- [Exercise description]
If a line of the entries below includes the word "main", it counts; state the total and nothing further.

- [Task inputs]
┌────────

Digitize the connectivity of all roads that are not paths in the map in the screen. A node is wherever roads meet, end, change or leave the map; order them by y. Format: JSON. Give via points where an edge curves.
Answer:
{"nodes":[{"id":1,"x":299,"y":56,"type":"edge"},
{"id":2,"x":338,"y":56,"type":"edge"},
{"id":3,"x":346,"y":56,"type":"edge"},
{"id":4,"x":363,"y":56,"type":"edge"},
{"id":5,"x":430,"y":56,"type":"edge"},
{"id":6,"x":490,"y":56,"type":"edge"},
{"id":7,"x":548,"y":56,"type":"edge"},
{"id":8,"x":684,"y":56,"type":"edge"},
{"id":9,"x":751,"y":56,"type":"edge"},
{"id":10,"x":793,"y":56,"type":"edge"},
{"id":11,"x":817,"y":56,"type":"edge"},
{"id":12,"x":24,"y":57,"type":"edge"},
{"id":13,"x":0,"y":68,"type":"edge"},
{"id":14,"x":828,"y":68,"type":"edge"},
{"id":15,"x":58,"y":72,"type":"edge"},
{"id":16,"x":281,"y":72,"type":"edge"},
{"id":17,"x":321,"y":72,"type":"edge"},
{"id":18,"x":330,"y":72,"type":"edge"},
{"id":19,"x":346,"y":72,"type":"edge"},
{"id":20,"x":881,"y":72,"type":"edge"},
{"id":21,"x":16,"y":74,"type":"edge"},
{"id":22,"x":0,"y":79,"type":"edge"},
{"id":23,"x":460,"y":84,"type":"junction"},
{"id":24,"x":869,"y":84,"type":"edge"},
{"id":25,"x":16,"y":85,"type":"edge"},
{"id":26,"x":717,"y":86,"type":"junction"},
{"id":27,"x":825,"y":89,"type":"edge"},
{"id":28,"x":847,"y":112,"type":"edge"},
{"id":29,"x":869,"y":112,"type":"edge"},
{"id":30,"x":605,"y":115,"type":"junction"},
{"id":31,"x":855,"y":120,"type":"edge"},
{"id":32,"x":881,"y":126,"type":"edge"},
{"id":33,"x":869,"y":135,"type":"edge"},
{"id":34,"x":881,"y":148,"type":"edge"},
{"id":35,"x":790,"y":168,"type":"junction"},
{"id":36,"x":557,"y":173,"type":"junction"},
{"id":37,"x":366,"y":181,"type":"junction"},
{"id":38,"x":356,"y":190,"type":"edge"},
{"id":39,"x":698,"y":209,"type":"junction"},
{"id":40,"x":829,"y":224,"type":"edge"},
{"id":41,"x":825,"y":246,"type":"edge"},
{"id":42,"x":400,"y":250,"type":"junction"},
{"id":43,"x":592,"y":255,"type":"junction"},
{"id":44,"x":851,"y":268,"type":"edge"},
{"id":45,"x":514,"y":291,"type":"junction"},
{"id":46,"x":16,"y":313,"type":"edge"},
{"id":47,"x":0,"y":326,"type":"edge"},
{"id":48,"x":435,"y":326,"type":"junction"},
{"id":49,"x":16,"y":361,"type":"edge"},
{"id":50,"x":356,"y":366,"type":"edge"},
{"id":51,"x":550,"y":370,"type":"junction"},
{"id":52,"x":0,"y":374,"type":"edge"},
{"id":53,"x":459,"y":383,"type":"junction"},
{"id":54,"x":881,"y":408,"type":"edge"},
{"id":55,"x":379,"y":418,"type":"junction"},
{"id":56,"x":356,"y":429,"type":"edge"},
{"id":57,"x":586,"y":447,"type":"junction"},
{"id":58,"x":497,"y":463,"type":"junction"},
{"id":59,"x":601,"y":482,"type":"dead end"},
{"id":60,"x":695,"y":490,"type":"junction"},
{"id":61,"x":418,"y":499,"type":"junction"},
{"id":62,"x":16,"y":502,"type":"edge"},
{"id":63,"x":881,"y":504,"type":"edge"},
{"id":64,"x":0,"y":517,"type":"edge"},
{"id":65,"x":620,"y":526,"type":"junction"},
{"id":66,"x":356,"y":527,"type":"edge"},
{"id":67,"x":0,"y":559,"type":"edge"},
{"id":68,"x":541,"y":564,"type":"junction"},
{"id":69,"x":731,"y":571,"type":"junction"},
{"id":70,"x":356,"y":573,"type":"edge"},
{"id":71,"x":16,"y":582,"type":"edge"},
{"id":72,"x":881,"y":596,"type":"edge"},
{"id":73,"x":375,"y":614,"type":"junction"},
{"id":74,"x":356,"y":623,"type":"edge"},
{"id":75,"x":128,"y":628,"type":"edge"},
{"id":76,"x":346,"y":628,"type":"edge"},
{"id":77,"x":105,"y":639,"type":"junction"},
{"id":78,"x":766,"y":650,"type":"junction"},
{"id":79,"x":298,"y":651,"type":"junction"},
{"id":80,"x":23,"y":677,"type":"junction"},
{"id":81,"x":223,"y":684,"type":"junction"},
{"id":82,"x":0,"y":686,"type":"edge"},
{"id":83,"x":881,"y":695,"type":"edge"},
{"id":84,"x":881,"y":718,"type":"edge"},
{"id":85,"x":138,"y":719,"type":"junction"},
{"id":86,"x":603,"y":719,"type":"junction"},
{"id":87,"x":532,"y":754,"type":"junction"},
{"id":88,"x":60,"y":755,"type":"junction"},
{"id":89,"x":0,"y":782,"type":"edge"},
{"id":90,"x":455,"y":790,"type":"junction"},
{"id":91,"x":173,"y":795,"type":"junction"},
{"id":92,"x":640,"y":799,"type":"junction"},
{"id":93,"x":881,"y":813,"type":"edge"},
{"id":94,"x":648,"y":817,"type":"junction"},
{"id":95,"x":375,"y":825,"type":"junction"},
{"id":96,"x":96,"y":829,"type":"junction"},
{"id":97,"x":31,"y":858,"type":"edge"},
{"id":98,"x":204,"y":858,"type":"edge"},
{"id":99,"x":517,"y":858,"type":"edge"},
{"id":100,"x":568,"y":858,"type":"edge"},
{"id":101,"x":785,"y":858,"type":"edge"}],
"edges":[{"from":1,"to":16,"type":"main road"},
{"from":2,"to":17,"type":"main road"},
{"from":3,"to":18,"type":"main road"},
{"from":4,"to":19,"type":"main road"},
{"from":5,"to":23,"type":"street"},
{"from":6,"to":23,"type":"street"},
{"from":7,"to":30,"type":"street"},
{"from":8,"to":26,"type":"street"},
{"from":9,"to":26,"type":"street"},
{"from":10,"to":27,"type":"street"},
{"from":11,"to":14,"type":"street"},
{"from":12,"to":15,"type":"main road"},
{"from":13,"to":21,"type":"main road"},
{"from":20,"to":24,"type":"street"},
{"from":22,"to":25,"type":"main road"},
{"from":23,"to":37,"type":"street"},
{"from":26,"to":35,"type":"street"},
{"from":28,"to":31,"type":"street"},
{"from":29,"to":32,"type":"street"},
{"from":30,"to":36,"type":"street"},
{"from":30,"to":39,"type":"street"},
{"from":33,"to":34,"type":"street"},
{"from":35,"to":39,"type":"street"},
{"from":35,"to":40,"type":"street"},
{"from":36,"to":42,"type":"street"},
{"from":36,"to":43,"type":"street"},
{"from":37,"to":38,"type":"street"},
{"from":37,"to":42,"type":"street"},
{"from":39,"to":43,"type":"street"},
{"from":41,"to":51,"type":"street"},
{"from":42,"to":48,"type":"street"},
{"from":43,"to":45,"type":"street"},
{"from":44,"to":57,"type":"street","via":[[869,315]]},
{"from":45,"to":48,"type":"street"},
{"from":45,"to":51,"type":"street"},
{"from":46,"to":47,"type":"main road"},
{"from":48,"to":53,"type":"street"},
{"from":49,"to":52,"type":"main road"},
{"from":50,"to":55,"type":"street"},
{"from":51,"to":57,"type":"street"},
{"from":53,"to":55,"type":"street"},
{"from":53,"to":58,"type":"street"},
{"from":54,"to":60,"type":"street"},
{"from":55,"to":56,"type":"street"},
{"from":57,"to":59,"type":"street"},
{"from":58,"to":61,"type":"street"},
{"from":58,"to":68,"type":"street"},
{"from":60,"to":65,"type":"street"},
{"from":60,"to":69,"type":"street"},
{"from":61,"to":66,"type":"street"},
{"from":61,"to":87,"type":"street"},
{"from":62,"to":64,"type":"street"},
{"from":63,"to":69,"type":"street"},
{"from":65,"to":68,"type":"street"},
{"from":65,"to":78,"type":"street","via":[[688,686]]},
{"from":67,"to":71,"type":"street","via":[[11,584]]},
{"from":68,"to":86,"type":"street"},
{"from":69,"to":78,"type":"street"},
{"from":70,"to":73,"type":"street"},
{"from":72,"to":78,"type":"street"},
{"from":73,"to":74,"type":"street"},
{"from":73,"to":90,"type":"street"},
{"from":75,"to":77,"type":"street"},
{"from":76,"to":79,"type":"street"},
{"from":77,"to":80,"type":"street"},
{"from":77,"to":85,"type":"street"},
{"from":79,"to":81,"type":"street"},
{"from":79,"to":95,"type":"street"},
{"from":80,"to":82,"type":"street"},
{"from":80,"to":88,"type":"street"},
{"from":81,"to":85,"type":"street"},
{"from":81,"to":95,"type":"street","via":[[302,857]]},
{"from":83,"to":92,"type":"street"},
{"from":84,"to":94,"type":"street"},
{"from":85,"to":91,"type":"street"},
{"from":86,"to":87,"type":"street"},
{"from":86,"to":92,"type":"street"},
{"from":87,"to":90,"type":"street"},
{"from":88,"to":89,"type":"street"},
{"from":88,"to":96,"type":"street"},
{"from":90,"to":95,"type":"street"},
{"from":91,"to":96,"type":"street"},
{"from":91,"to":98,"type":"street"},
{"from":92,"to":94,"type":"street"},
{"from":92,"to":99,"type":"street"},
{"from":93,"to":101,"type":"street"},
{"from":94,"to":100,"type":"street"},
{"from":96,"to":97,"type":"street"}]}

└────────

- [Response for this exercise]
9